Fan Kai, an Internet analyst with Beijing-based CCID Consulting, said the two devices are Amazon's most important mobile terminals, and their default search engine has been a hotly contested spot for search service providers.
In September 2012, Amazon announced that the Bing search service offered by Microsoft Corp would replace Google as the default search engine.
"Millions of Fire tablets were used to help Bing to expand its market share and Baidu will enjoy the same benefit," Fan told the Global Times Thursday.
Amazon's status as an important e-commerce platform is also valued by Baidu, Fan said.
Amazon has been working to improve customers' experience. In November, it opened its first bricks-and-mortar store in Seattle in the US.

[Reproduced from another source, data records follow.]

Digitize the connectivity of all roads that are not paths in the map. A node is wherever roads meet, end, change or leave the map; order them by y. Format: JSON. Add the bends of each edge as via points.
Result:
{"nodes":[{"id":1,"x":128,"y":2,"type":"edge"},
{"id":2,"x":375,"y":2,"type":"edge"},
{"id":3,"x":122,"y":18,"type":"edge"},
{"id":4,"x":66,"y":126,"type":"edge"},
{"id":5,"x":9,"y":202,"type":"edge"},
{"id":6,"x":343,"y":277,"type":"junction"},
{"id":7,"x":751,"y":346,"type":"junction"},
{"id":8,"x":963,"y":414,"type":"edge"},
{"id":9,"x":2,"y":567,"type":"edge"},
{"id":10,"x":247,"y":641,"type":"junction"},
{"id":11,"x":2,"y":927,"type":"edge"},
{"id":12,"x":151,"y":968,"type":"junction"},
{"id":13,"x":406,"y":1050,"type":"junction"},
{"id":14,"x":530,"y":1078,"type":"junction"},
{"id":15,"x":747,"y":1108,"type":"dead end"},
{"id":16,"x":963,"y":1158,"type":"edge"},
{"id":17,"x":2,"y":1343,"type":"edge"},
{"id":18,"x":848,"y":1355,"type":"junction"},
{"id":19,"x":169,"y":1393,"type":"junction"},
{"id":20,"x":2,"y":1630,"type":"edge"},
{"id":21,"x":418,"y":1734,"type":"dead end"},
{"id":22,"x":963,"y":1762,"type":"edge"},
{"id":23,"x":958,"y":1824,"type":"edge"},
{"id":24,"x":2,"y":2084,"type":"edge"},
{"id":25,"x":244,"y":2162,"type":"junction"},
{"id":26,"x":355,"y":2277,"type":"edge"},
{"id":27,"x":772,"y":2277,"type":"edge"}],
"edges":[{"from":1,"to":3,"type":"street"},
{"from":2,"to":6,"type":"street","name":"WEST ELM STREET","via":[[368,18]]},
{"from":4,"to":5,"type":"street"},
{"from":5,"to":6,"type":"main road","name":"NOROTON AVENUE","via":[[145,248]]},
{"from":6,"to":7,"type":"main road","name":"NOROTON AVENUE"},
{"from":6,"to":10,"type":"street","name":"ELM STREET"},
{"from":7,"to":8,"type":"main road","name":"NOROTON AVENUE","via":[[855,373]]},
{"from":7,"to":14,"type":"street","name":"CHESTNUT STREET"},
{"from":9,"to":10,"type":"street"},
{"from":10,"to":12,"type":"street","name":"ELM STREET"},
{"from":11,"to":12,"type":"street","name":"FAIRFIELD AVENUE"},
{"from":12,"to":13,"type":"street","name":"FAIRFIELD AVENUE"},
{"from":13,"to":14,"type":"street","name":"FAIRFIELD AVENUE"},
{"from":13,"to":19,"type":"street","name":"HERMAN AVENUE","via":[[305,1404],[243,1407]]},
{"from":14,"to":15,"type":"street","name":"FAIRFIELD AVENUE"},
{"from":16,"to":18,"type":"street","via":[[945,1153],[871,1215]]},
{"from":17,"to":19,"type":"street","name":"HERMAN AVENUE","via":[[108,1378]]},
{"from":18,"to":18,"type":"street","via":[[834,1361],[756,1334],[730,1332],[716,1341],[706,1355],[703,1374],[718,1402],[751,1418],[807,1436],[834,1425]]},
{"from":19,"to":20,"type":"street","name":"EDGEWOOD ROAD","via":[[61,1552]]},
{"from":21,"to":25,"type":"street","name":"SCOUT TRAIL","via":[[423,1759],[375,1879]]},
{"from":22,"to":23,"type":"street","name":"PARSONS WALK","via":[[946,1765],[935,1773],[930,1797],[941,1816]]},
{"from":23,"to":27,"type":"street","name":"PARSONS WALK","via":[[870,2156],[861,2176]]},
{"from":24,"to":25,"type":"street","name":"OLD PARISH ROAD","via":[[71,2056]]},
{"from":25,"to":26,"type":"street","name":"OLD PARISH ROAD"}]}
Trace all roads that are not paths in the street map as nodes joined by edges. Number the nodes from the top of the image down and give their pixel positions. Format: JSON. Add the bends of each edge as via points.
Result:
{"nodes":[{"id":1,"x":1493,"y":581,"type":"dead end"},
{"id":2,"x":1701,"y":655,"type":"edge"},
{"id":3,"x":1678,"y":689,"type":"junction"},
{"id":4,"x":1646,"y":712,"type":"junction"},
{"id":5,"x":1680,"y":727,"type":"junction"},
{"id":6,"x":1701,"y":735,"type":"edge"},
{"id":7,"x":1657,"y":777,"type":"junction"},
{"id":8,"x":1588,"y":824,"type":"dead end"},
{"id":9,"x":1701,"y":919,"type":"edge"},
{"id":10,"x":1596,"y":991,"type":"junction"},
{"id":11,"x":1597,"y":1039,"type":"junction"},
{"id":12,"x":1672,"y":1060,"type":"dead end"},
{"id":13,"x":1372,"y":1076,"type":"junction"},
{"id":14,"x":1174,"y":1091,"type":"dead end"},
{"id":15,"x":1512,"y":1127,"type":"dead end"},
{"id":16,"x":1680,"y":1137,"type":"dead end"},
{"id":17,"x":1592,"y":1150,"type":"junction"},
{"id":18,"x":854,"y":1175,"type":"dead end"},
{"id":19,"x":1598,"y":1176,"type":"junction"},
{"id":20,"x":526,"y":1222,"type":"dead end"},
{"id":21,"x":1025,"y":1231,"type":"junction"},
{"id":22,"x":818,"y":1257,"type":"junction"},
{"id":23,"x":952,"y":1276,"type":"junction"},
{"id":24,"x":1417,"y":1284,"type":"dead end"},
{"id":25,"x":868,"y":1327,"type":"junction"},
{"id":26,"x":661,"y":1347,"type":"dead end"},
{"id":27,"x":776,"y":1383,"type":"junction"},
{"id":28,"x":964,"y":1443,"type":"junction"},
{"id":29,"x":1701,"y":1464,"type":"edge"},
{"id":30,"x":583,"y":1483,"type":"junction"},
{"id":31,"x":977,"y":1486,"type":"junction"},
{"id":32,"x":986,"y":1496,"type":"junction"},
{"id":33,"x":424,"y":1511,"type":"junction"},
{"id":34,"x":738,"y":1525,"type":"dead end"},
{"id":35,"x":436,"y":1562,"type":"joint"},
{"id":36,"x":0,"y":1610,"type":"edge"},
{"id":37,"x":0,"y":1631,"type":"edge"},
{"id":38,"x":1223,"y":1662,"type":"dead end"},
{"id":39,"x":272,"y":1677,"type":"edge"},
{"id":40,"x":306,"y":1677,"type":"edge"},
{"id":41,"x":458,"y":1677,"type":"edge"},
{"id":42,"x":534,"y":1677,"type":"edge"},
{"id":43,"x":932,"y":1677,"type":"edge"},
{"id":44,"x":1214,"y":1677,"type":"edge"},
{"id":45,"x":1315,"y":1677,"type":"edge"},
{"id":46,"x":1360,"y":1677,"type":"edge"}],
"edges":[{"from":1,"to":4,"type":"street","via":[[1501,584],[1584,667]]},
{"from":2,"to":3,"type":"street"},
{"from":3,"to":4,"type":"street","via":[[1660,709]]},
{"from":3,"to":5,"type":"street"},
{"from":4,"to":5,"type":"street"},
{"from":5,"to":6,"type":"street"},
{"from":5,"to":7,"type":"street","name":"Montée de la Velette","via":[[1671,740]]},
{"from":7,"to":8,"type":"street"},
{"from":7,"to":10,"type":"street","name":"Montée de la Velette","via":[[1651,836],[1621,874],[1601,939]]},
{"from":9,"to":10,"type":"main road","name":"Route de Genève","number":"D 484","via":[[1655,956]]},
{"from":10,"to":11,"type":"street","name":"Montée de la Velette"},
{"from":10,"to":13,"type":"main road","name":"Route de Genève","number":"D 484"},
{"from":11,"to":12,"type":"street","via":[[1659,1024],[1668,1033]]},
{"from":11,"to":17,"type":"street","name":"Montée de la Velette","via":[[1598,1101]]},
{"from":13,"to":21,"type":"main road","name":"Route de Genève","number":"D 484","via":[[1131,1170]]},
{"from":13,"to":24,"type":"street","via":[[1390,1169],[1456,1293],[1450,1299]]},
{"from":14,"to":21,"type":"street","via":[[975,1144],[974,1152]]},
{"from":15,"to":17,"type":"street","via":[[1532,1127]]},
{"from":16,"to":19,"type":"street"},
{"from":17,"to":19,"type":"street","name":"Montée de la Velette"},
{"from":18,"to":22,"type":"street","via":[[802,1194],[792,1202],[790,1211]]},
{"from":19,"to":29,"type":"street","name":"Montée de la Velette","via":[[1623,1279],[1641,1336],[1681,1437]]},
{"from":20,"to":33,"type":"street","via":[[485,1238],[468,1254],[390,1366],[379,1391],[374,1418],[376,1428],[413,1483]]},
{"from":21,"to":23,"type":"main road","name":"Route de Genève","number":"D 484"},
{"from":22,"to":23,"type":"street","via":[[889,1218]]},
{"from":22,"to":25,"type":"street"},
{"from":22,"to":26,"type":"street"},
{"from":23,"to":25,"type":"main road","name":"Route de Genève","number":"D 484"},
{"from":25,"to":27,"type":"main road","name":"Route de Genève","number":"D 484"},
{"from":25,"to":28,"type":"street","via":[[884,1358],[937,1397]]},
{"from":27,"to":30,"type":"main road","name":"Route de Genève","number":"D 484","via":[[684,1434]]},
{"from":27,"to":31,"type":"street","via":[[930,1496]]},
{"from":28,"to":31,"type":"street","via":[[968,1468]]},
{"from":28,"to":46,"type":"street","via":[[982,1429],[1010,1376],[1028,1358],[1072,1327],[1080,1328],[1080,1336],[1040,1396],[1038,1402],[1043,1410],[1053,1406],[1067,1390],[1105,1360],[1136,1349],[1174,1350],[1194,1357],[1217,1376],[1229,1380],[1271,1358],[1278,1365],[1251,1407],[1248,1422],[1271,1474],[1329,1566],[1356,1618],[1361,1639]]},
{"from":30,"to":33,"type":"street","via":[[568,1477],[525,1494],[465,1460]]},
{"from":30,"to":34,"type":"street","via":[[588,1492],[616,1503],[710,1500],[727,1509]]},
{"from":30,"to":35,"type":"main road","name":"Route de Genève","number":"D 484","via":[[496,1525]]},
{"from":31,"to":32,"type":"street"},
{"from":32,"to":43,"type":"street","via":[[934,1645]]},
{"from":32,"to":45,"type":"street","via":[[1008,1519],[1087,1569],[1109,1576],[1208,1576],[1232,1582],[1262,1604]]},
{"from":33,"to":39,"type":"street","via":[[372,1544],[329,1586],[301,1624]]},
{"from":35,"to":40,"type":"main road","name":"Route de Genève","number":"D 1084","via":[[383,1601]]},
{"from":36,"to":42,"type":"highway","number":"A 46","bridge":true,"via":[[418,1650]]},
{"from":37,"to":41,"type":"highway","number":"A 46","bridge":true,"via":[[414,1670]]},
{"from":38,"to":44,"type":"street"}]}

But some analysts expressed skepticism.
"The cooperation will have a limited effect, as tablets are being effectively replaced by new smartphone offerings," said Zhang Yi, CEO of Guangzhou-based iiMedia Research, an independent consultancy that focuses on mobile Internet.
Worldwide tablet shipments are expected to reach 211.3 million units in 2015, down 8.1 percent from 2014, according to a report released by International Data Corp (IDC) on Tuesday.
The IDC estimate followed three consecutive quarters of declining worldwide tablet shipments in 2015 as the industry witnessed a transition from slates to detachable tablets.
In IDC's tracking of tablet shipments in the fourth quarter of 2014, the last period when Amazon made the top five vendor list, tablets produced by Amazon held a mere 2.3 percent of the global market, in contrast to Apple's 28.1 percent.
A 20-something Beijing resident, who only gave her surname as Zhang, is a Kindle eReader user.
"I will need to use Baidu to search for book downloads, so a default Baidu search engine will make it easier for me," Zhang told the Global Times Thursday.
"However, typing and surfing on an ink screen isn't a great experience anyway and I try to avoid it when I have access to a PC, so I think this new arrangement is of limited use," Zhang said.